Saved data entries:
########

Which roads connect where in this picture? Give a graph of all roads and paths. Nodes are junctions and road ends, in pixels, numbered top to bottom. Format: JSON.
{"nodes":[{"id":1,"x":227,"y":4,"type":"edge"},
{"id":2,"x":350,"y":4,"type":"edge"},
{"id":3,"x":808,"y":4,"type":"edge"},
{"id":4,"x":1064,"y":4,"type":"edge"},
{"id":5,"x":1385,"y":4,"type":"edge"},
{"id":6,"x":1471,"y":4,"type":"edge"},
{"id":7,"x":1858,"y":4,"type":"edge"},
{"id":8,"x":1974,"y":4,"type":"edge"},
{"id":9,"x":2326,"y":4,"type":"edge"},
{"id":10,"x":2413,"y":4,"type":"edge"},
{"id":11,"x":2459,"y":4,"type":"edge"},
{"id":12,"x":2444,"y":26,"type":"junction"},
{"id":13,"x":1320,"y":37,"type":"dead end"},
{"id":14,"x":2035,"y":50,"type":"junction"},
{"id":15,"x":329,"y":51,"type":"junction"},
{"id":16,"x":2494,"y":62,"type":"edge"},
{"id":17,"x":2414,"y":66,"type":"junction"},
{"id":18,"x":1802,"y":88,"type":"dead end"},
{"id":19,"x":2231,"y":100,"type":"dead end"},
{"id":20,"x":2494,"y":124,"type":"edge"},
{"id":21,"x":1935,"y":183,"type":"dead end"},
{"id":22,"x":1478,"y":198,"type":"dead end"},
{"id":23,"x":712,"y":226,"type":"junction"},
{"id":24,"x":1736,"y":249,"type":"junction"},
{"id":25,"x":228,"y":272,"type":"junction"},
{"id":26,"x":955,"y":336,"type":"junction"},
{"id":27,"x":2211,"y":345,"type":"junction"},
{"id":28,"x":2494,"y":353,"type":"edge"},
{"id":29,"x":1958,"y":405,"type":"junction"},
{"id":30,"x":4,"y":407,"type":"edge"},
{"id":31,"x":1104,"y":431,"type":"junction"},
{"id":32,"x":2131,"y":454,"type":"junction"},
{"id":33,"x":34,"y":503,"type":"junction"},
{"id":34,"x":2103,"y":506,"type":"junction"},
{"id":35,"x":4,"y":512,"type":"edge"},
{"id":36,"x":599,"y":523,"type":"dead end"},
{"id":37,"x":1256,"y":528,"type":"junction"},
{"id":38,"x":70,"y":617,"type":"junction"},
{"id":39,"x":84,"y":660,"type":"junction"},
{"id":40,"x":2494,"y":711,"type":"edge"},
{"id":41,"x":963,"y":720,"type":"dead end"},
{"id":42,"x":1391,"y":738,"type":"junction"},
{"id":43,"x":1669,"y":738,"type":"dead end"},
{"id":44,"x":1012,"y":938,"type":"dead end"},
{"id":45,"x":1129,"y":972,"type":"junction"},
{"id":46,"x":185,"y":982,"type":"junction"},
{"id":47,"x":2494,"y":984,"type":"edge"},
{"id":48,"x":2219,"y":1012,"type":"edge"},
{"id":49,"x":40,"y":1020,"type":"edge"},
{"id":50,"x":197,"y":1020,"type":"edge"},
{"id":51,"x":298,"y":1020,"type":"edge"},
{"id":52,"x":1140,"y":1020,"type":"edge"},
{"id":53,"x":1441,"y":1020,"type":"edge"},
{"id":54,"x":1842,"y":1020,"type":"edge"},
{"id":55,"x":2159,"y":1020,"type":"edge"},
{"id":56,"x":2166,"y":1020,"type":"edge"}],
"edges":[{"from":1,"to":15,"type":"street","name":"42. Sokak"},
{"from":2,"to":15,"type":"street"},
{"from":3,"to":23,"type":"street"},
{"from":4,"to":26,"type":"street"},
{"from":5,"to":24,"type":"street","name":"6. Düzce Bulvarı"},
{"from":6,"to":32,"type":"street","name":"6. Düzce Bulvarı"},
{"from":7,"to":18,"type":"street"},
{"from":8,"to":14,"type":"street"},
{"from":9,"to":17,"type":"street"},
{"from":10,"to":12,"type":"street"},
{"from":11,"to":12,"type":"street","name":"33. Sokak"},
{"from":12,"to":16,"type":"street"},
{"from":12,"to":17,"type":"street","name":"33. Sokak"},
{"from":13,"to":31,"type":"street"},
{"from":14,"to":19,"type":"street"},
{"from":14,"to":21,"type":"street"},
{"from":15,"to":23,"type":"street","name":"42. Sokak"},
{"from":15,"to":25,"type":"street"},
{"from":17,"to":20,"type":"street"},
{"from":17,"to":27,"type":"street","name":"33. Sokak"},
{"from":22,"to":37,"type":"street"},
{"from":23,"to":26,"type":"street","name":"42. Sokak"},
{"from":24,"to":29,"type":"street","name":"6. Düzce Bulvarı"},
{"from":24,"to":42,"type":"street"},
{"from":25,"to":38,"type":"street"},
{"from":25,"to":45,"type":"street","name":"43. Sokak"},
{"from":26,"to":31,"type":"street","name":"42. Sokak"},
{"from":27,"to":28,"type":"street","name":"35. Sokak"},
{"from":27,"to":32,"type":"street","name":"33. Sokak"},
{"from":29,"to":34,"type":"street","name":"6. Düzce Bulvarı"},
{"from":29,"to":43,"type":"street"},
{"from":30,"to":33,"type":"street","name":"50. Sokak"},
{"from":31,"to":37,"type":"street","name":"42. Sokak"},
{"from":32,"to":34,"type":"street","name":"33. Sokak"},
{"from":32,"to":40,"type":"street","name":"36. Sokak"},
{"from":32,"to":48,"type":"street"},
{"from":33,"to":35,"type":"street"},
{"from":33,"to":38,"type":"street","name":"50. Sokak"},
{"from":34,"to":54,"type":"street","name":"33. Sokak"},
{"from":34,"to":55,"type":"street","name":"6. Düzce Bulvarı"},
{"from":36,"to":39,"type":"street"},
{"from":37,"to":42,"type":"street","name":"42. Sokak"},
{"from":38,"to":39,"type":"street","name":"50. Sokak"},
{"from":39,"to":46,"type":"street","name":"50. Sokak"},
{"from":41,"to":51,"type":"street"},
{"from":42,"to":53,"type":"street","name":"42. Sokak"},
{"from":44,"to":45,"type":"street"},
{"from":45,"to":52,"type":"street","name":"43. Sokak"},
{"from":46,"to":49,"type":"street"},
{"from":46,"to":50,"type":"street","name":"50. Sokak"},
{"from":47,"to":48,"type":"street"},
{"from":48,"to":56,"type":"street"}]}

########

**What is required**:
Every record above needs to be given again exactly.

**Solution to this task**:
Which roads connect where in this picture? Give a graph of all roads and paths. Nodes are junctions and road ends, in pixels, numbered top to bottom. Format: JSON.
{"nodes":[{"id":1,"x":227,"y":4,"type":"edge"},
{"id":2,"x":350,"y":4,"type":"edge"},
{"id":3,"x":808,"y":4,"type":"edge"},
{"id":4,"x":1064,"y":4,"type":"edge"},
{"id":5,"x":1385,"y":4,"type":"edge"},
{"id":6,"x":1471,"y":4,"type":"edge"},
{"id":7,"x":1858,"y":4,"type":"edge"},
{"id":8,"x":1974,"y":4,"type":"edge"},
{"id":9,"x":2326,"y":4,"type":"edge"},
{"id":10,"x":2413,"y":4,"type":"edge"},
{"id":11,"x":2459,"y":4,"type":"edge"},
{"id":12,"x":2444,"y":26,"type":"junction"},
{"id":13,"x":1320,"y":37,"type":"dead end"},
{"id":14,"x":2035,"y":50,"type":"junction"},
{"id":15,"x":329,"y":51,"type":"junction"},
{"id":16,"x":2494,"y":62,"type":"edge"},
{"id":17,"x":2414,"y":66,"type":"junction"},
{"id":18,"x":1802,"y":88,"type":"dead end"},
{"id":19,"x":2231,"y":100,"type":"dead end"},
{"id":20,"x":2494,"y":124,"type":"edge"},
{"id":21,"x":1935,"y":183,"type":"dead end"},
{"id":22,"x":1478,"y":198,"type":"dead end"},
{"id":23,"x":712,"y":226,"type":"junction"},
{"id":24,"x":1736,"y":249,"type":"junction"},
{"id":25,"x":228,"y":272,"type":"junction"},
{"id":26,"x":955,"y":336,"type":"junction"},
{"id":27,"x":2211,"y":345,"type":"junction"},
{"id":28,"x":2494,"y":353,"type":"edge"},
{"id":29,"x":1958,"y":405,"type":"junction"},
{"id":30,"x":4,"y":407,"type":"edge"},
{"id":31,"x":1104,"y":431,"type":"junction"},
{"id":32,"x":2131,"y":454,"type":"junction"},
{"id":33,"x":34,"y":503,"type":"junction"},
{"id":34,"x":2103,"y":506,"type":"junction"},
{"id":35,"x":4,"y":512,"type":"edge"},
{"id":36,"x":599,"y":523,"type":"dead end"},
{"id":37,"x":1256,"y":528,"type":"junction"},
{"id":38,"x":70,"y":617,"type":"junction"},
{"id":39,"x":84,"y":660,"type":"junction"},
{"id":40,"x":2494,"y":711,"type":"edge"},
{"id":41,"x":963,"y":720,"type":"dead end"},
{"id":42,"x":1391,"y":738,"type":"junction"},
{"id":43,"x":1669,"y":738,"type":"dead end"},
{"id":44,"x":1012,"y":938,"type":"dead end"},
{"id":45,"x":1129,"y":972,"type":"junction"},
{"id":46,"x":185,"y":982,"type":"junction"},
{"id":47,"x":2494,"y":984,"type":"edge"},
{"id":48,"x":2219,"y":1012,"type":"edge"},
{"id":49,"x":40,"y":1020,"type":"edge"},
{"id":50,"x":197,"y":1020,"type":"edge"},
{"id":51,"x":298,"y":1020,"type":"edge"},
{"id":52,"x":1140,"y":1020,"type":"edge"},
{"id":53,"x":1441,"y":1020,"type":"edge"},
{"id":54,"x":1842,"y":1020,"type":"edge"},
{"id":55,"x":2159,"y":1020,"type":"edge"},
{"id":56,"x":2166,"y":1020,"type":"edge"}],
"edges":[{"from":1,"to":15,"type":"street","name":"42. Sokak"},
{"from":2,"to":15,"type":"street"},
{"from":3,"to":23,"type":"street"},
{"from":4,"to":26,"type":"street"},
{"from":5,"to":24,"type":"street","name":"6. Düzce Bulvarı"},
{"from":6,"to":32,"type":"street","name":"6. Düzce Bulvarı"},
{"from":7,"to":18,"type":"street"},
{"from":8,"to":14,"type":"street"},
{"from":9,"to":17,"type":"street"},
{"from":10,"to":12,"type":"street"},
{"from":11,"to":12,"type":"street","name":"33. Sokak"},
{"from":12,"to":16,"type":"street"},
{"from":12,"to":17,"type":"street","name":"33. Sokak"},
{"from":13,"to":31,"type":"street"},
{"from":14,"to":19,"type":"street"},
{"from":14,"to":21,"type":"street"},
{"from":15,"to":23,"type":"street","name":"42. Sokak"},
{"from":15,"to":25,"type":"street"},
{"from":17,"to":20,"type":"street"},
{"from":17,"to":27,"type":"street","name":"33. Sokak"},
{"from":22,"to":37,"type":"street"},
{"from":23,"to":26,"type":"street","name":"42. Sokak"},
{"from":24,"to":29,"type":"street","name":"6. Düzce Bulvarı"},
{"from":24,"to":42,"type":"street"},
{"from":25,"to":38,"type":"street"},
{"from":25,"to":45,"type":"street","name":"43. Sokak"},
{"from":26,"to":31,"type":"street","name":"42. Sokak"},
{"from":27,"to":28,"type":"street","name":"35. Sokak"},
{"from":27,"to":32,"type":"street","name":"33. Sokak"},
{"from":29,"to":34,"type":"street","name":"6. Düzce Bulvarı"},
{"from":29,"to":43,"type":"street"},
{"from":30,"to":33,"type":"street","name":"50. Sokak"},
{"from":31,"to":37,"type":"street","name":"42. Sokak"},
{"from":32,"to":34,"type":"street","name":"33. Sokak"},
{"from":32,"to":40,"type":"street","name":"36. Sokak"},
{"from":32,"to":48,"type":"street"},
{"from":33,"to":35,"type":"street"},
{"from":33,"to":38,"type":"street","name":"50. Sokak"},
{"from":34,"to":54,"type":"street","name":"33. Sokak"},
{"from":34,"to":55,"type":"street","name":"6. Düzce Bulvarı"},
{"from":36,"to":39,"type":"street"},
{"from":37,"to":42,"type":"street","name":"42. Sokak"},
{"from":38,"to":39,"type":"street","name":"50. Sokak"},
{"from":39,"to":46,"type":"street","name":"50. Sokak"},
{"from":41,"to":51,"type":"street"},
{"from":42,"to":53,"type":"street","name":"42. Sokak"},
{"from":44,"to":45,"type":"street"},
{"from":45,"to":52,"type":"street","name":"43. Sokak"},
{"from":46,"to":49,"type":"street"},
{"from":46,"to":50,"type":"street","name":"50. Sokak"},
{"from":47,"to":48,"type":"street"},
{"from":48,"to":56,"type":"street"}]}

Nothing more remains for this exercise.